MATERIAL FOR THIS TASK below:

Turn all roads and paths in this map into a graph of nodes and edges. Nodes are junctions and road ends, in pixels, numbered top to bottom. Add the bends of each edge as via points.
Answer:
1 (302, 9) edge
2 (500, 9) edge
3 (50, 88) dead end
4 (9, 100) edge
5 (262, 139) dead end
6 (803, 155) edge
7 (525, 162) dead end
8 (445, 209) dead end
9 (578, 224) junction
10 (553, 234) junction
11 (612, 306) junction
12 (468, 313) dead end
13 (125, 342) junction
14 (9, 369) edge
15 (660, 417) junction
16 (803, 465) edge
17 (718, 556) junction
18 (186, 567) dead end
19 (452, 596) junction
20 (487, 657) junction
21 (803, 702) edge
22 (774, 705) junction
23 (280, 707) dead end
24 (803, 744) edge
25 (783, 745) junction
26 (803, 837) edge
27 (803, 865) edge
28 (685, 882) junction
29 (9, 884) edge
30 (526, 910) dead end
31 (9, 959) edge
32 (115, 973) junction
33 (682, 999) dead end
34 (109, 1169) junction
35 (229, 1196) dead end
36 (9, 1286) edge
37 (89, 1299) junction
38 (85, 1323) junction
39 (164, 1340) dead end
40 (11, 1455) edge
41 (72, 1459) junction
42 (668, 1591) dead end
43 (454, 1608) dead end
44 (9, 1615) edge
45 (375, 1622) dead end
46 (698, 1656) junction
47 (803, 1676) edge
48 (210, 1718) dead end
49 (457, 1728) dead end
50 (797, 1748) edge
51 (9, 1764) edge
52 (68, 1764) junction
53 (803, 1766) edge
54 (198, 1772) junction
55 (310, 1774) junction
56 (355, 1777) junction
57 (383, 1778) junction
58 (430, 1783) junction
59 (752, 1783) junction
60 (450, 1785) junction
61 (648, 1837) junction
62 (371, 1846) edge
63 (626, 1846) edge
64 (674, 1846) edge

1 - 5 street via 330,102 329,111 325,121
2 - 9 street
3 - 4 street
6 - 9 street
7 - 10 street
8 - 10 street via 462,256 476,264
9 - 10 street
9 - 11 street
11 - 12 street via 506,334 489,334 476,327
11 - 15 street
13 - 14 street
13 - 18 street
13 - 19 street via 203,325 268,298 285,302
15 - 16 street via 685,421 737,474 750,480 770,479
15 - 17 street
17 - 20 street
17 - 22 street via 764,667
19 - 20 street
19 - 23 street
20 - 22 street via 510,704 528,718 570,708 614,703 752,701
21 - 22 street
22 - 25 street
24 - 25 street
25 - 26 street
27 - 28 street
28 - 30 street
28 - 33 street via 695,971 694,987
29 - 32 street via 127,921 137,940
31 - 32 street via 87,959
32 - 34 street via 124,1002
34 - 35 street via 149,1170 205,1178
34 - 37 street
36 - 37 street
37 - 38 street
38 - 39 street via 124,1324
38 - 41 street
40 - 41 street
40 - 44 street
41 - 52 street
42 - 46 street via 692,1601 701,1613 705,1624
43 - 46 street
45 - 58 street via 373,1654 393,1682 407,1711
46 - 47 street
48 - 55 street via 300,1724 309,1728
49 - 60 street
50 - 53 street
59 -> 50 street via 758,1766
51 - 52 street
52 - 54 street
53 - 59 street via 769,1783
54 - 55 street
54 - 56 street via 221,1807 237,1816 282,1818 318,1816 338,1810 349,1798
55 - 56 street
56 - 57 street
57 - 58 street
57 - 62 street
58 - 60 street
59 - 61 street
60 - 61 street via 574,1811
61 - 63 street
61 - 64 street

End of MATERIAL FOR THIS TASK.

_TASK_
All of the lines above must be returned exactly.

_TASK RESPONSE_
Turn all roads and paths in this map into a graph of nodes and edges. Nodes are junctions and road ends, in pixels, numbered top to bottom. Add the bends of each edge as via points.
Answer:
1 (302, 9) edge
2 (500, 9) edge
3 (50, 88) dead end
4 (9, 100) edge
5 (262, 139) dead end
6 (803, 155) edge
7 (525, 162) dead end
8 (445, 209) dead end
9 (578, 224) junction
10 (553, 234) junction
11 (612, 306) junction
12 (468, 313) dead end
13 (125, 342) junction
14 (9, 369) edge
15 (660, 417) junction
16 (803, 465) edge
17 (718, 556) junction
18 (186, 567) dead end
19 (452, 596) junction
20 (487, 657) junction
21 (803, 702) edge
22 (774, 705) junction
23 (280, 707) dead end
24 (803, 744) edge
25 (783, 745) junction
26 (803, 837) edge
27 (803, 865) edge
28 (685, 882) junction
29 (9, 884) edge
30 (526, 910) dead end
31 (9, 959) edge
32 (115, 973) junction
33 (682, 999) dead end
34 (109, 1169) junction
35 (229, 1196) dead end
36 (9, 1286) edge
37 (89, 1299) junction
38 (85, 1323) junction
39 (164, 1340) dead end
40 (11, 1455) edge
41 (72, 1459) junction
42 (668, 1591) dead end
43 (454, 1608) dead end
44 (9, 1615) edge
45 (375, 1622) dead end
46 (698, 1656) junction
47 (803, 1676) edge
48 (210, 1718) dead end
49 (457, 1728) dead end
50 (797, 1748) edge
51 (9, 1764) edge
52 (68, 1764) junction
53 (803, 1766) edge
54 (198, 1772) junction
55 (310, 1774) junction
56 (355, 1777) junction
57 (383, 1778) junction
58 (430, 1783) junction
59 (752, 1783) junction
60 (450, 1785) junction
61 (648, 1837) junction
62 (371, 1846) edge
63 (626, 1846) edge
64 (674, 1846) edge

1 - 5 street via 330,102 329,111 325,121
2 - 9 street
3 - 4 street
6 - 9 street
7 - 10 street
8 - 10 street via 462,256 476,264
9 - 10 street
9 - 11 street
11 - 12 street via 506,334 489,334 476,327
11 - 15 street
13 - 14 street
13 - 18 street
13 - 19 street via 203,325 268,298 285,302
15 - 16 street via 685,421 737,474 750,480 770,479
15 - 17 street
17 - 20 street
17 - 22 street via 764,667
19 - 20 street
19 - 23 street
20 - 22 street via 510,704 528,718 570,708 614,703 752,701
21 - 22 street
22 - 25 street
24 - 25 street
25 - 26 street
27 - 28 street
28 - 30 street
28 - 33 street via 695,971 694,987
29 - 32 street via 127,921 137,940
31 - 32 street via 87,959
32 - 34 street via 124,1002
34 - 35 street via 149,1170 205,1178
34 - 37 street
36 - 37 street
37 - 38 street
38 - 39 street via 124,1324
38 - 41 street
40 - 41 street
40 - 44 street
41 - 52 street
42 - 46 street via 692,1601 701,1613 705,1624
43 - 46 street
45 - 58 street via 373,1654 393,1682 407,1711
46 - 47 street
48 - 55 street via 300,1724 309,1728
49 - 60 street
50 - 53 street
59 -> 50 street via 758,1766
51 - 52 street
52 - 54 street
53 - 59 street via 769,1783
54 - 55 street
54 - 56 street via 221,1807 237,1816 282,1818 318,1816 338,1810 349,1798
55 - 56 street
56 - 57 street
57 - 58 street
57 - 62 street
58 - 60 street
59 - 61 street
60 - 61 street via 574,1811
61 - 63 street
61 - 64 street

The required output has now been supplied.